I don't really get the battery argument. Apps don't have to be really, really busy unless they're doing useful stuff. You could set up a 'Give me a timeslice every five minutes' option and it would make no real difference to battery life.

This is how everyone else does it, so it's not as if it's not practical.

A lot of the time you have to do the processing and downloading anyway, sooner or later. All that happens now is it gets deferred until the app is run.

by ThatBritGuy (thatbritguy (at) googlemail.com) on Tue Feb 2nd, 2010 at 11:46:55 AM EST
[ Parent ]
How would owners respond to a background app eating their battery? Which is Apple's argument.

I don't want Steve Jobs' marketig strategy to dictate how much power I can chug out of the battery. It should be my choice whether on a particular full battery load I want to get 9h of web browsing or 90 minutes of World of Warcraft (or, in the social networking vein, Second Life). If some owners cannot understand that certain users will eat the battery faster than other why should the rest of us suffer for it?

En un viejo país ineficiente, algo así como España entre dos guerras civiles, poseer una casa y poca hacienda y memoria ninguna. -- Gil de Biedma

by Migeru (migeru at eurotrib dot com) on Tue Feb 2nd, 2010 at 04:19:03 PM EST
[ Parent ]
Ah, the joy of Apple products....

And, anyway, you couldn't get 90 minutes of WoW if you somehow attached five batteries to the thing.

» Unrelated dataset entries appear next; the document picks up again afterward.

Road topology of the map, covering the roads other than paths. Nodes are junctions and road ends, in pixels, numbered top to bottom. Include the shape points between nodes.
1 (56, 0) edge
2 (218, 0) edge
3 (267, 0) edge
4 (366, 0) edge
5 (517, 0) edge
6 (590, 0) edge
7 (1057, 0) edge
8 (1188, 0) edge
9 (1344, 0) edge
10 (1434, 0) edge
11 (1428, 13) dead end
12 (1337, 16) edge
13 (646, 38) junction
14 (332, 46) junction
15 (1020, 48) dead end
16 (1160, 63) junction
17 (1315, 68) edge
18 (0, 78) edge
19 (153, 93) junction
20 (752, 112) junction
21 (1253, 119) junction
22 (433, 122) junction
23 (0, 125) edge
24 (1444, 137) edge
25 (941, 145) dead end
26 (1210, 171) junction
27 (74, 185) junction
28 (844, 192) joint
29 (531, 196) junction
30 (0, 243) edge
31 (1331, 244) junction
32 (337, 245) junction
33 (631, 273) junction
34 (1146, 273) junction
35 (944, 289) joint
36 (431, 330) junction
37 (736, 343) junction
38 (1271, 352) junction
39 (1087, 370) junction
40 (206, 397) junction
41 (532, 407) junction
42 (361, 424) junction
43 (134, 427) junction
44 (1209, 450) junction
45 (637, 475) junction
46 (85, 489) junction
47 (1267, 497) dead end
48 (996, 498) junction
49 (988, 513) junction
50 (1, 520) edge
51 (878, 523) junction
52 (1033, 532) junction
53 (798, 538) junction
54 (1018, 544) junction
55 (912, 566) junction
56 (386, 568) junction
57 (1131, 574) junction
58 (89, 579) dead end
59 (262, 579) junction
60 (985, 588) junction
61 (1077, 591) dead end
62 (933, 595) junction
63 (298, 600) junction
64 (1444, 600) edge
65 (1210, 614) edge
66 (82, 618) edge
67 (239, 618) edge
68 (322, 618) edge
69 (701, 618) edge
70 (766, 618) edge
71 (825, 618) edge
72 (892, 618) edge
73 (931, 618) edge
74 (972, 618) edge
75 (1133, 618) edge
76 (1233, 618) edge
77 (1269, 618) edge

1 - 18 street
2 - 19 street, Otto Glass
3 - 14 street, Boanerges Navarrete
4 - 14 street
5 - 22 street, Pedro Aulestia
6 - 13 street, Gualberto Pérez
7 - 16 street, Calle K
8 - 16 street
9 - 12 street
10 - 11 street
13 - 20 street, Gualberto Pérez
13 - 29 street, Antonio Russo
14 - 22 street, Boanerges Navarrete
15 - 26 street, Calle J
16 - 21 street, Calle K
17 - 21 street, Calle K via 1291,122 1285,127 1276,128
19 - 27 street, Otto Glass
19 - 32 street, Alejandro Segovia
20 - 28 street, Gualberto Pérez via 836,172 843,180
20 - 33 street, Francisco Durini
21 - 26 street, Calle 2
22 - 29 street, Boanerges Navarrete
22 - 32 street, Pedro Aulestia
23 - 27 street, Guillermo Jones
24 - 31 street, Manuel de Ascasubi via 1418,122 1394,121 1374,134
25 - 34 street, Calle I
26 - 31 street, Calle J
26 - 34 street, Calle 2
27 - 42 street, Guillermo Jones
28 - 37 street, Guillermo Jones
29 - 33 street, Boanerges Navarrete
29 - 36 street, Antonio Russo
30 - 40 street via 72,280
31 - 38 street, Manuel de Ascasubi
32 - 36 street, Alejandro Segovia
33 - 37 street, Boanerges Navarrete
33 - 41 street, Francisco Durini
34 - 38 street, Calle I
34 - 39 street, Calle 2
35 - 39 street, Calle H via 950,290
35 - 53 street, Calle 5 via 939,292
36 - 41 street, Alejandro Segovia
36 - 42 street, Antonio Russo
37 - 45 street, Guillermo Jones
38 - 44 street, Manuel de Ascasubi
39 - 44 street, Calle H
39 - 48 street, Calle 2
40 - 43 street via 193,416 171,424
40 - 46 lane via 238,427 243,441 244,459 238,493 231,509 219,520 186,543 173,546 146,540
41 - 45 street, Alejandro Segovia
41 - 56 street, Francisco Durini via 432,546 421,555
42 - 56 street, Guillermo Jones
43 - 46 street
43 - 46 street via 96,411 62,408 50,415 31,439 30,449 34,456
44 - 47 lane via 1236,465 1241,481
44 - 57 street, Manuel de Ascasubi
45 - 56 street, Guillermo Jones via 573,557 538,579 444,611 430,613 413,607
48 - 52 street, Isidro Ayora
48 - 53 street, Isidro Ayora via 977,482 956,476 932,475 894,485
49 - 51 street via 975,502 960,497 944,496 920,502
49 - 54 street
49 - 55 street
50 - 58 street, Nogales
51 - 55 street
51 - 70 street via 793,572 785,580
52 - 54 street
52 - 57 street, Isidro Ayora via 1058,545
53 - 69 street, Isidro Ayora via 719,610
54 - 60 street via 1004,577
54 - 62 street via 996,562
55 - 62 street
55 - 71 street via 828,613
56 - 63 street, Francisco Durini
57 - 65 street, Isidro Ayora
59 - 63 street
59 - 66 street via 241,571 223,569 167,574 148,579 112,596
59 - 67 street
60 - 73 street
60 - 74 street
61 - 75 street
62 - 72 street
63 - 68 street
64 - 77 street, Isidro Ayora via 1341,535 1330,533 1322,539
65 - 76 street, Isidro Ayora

Be nice to America. Or we'll bring democracy to your country.

by Drew J Jones (pedobear@pennstatefootball.com) on Tue Feb 2nd, 2010 at 05:35:10 PM EST
[ Parent ]
Good luck getting WoW to even run on a device with no dedicated 3D rendering hardware.
by Zwackus on Tue Feb 2nd, 2010 at 07:49:14 PM EST
[ Parent ]
So, no Second Life either?

I think I'll stick to my MacBook until Steve Jobs gets the iPad right :P

En un viejo país ineficiente, algo así como España entre dos guerras civiles, poseer una casa y poca hacienda y memoria ninguna. -- Gil de Biedma

by Migeru (migeru at eurotrib dot com) on Tue Feb 2nd, 2010 at 07:52:58 PM EST
[ Parent ]
Well, yeah, there's that.  Plus it'd be a royal pain in the ass to use any special moves from the button on the bottom.

I could see it being enjoyable on an iPad with sufficiently powerful hardware.  Maybe even more so than a regular computer, since you could bring all sorts of hand gestures into it and get a kind of Wii-on-steroids feel.

Be nice to America. Or we'll bring democracy to your country.

by Drew J Jones (pedobear@pennstatefootball.com) on Tue Feb 2nd, 2010 at 08:25:27 PM EST
[ Parent ]
iThings do have graphical acceleration - there's a version of Open GL ES in there, running on rendering hardware.

What they don't have is the vast memory and disk space needed for textures, or the bandwidth for refreshes. Or the processor speed.

Or the battery life. :)

by ThatBritGuy (thatbritguy (at) googlemail.com) on Tue Feb 2nd, 2010 at 08:43:42 PM EST
[ Parent ]
Thank you.

Diversity is the key to economic and political evolution.
by Cat on Tue Feb 2nd, 2010 at 09:16:06 PM EST
[ Parent ]
Yes. Indeed. :)
by ThatBritGuy (thatbritguy (at) googlemail.com) on Tue Feb 2nd, 2010 at 10:32:35 AM EST
[ Parent ]
I'll also point out that the kids - is "appeal to the young'uns" the logical fallacy of the Internet Revolution™? - are currently doing all that stuff through interfaces a lot more clunky than that of the iPad or iPhone.
by Colman (colman at eurotrib.com) on Tue Feb 2nd, 2010 at 10:34:53 AM EST
[ Parent ]
ThatBritGuy: You can share photos on Flickr, videos on YouTube, and text via SMS, Twitter, longer text via blogs, and so on.
People like all of these options. They'll like them more when they can do more of them at the same time in a single environment.
The iPad could be good for that, but currently it isn't.

Google Wave is.

La Chine dorme. Laisse la dormir. Quand la Chine s'éveillera, le monde tremblera.